## EXERCISE DETAILS:
When a line in the listing contains the string "other", pick it out and copy it.

## SUPPLIED RECORDS:
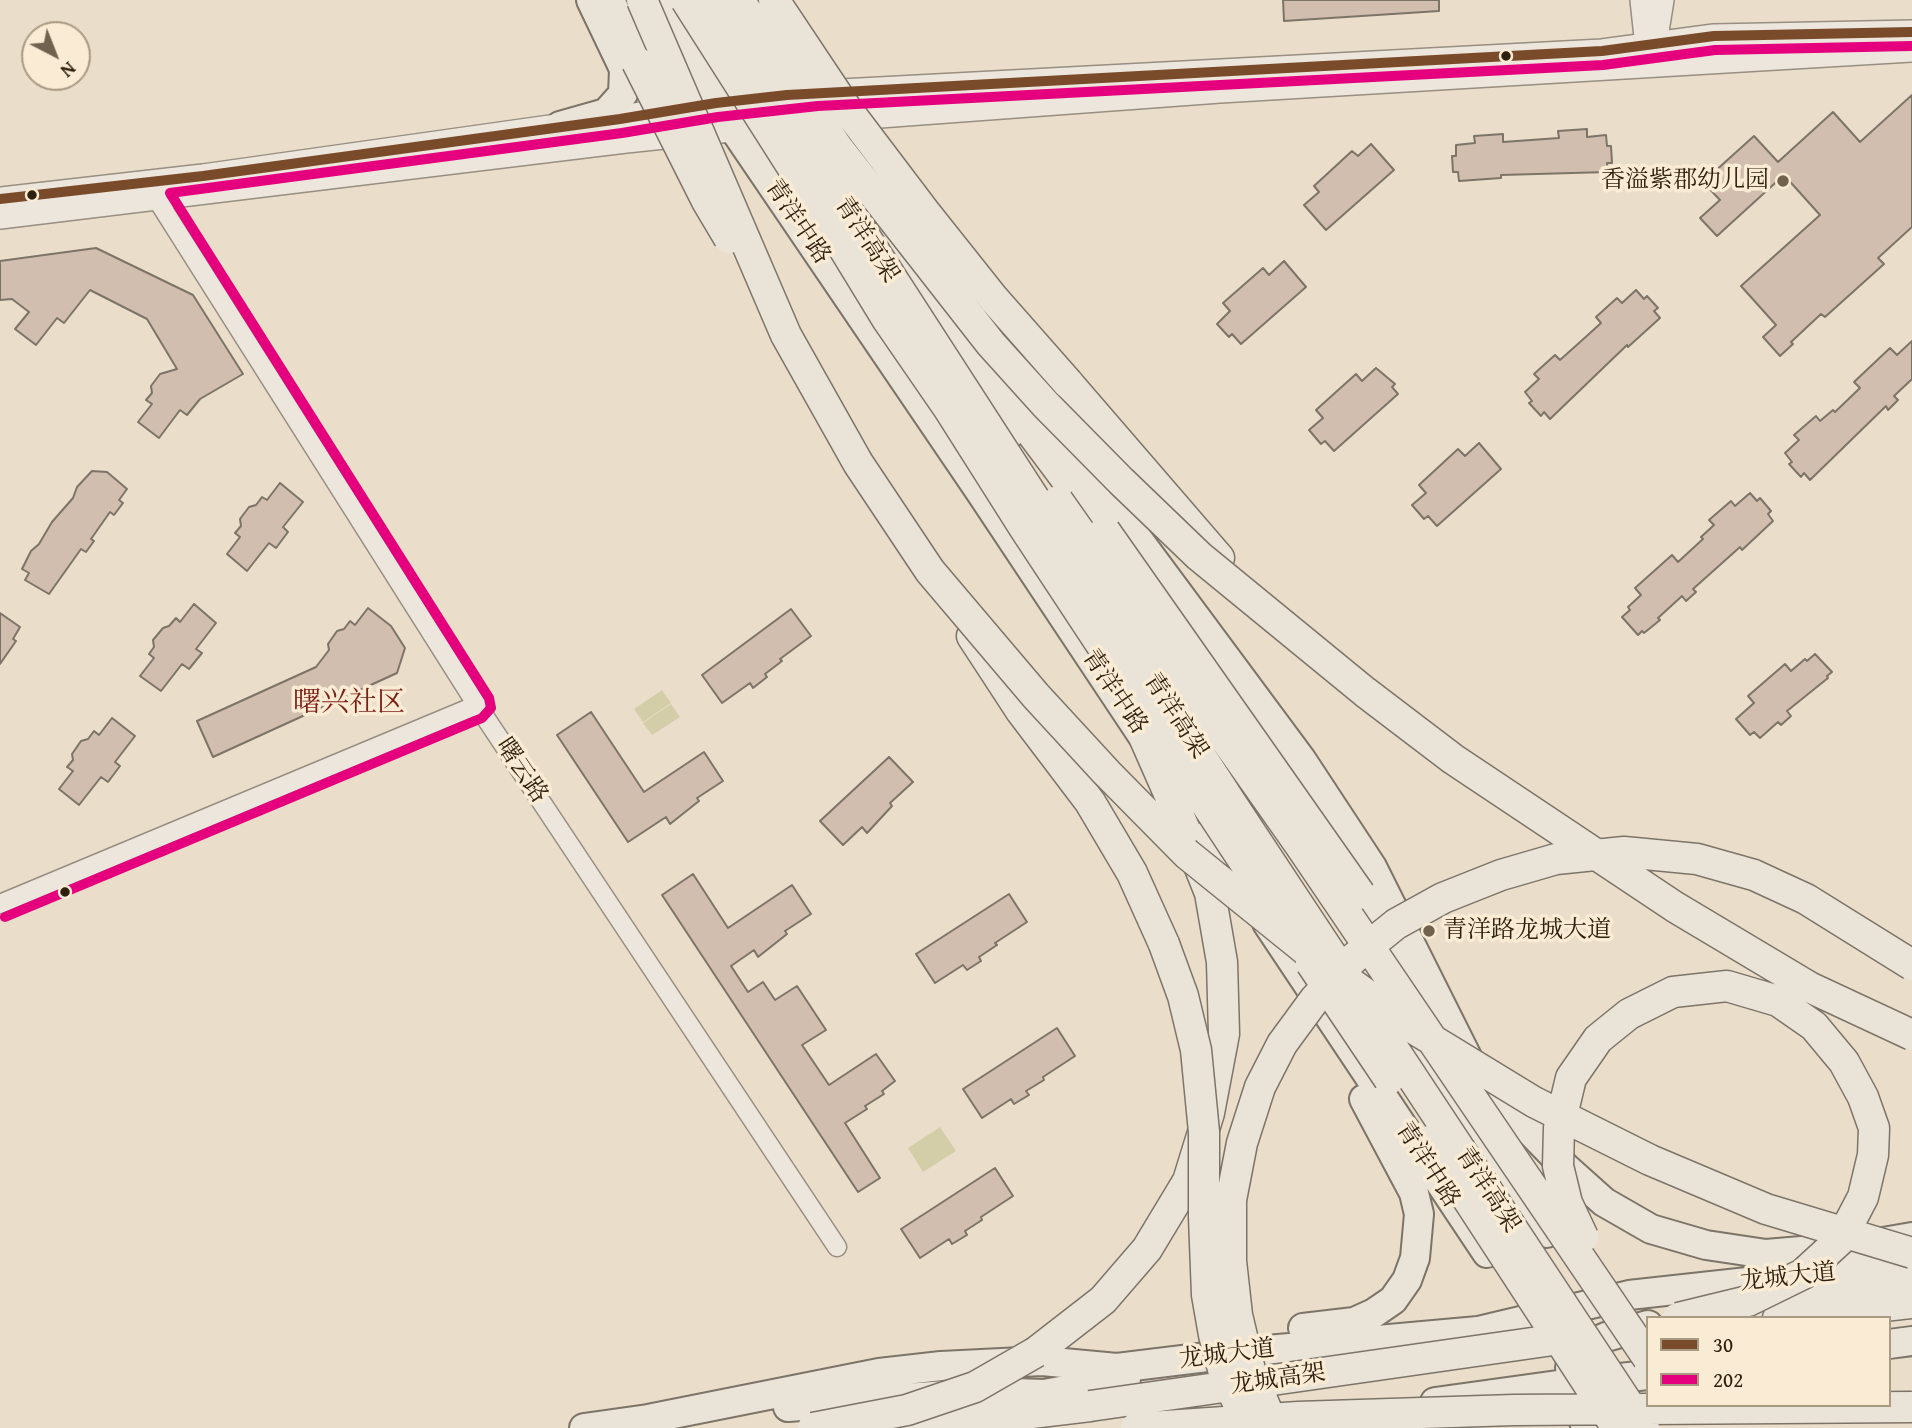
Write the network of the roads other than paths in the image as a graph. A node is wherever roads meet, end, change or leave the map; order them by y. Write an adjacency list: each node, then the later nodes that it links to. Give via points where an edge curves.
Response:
...
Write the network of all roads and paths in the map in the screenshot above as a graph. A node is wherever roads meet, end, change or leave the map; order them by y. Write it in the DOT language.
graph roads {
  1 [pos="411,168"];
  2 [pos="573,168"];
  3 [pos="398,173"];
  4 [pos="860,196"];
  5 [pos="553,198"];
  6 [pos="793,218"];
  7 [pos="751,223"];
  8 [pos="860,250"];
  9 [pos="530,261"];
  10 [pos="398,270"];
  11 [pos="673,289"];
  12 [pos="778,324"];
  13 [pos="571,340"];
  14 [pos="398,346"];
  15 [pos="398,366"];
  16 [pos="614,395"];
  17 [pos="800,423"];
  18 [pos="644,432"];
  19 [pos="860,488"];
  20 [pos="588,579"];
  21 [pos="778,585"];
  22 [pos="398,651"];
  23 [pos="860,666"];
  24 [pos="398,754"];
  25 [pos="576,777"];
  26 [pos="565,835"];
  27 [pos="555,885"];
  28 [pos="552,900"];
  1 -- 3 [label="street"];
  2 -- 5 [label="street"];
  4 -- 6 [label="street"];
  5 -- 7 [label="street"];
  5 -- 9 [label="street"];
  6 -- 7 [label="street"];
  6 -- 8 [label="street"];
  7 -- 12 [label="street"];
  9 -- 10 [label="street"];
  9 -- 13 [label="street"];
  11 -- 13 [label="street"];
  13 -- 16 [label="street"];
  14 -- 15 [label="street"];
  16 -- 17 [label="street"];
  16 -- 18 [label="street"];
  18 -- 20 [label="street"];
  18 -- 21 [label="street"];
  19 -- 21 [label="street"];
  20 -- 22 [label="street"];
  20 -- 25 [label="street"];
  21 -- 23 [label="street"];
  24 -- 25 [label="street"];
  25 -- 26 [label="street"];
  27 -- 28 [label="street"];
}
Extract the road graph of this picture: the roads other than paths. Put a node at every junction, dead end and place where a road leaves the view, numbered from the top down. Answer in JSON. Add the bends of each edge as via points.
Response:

## YOUR RESPONSE:
Write the network of the roads other than paths in the image as a graph. A node is wherever roads meet, end, change or leave the map; order them by y. Write an adjacency list: each node, then the later nodes that it links to. Give via points where an edge curves.
Extract the road graph of this picture: the roads other than paths. Put a node at every junction, dead end and place where a road leaves the view, numbered from the top down. Answer in JSON. Add the bends of each edge as via points.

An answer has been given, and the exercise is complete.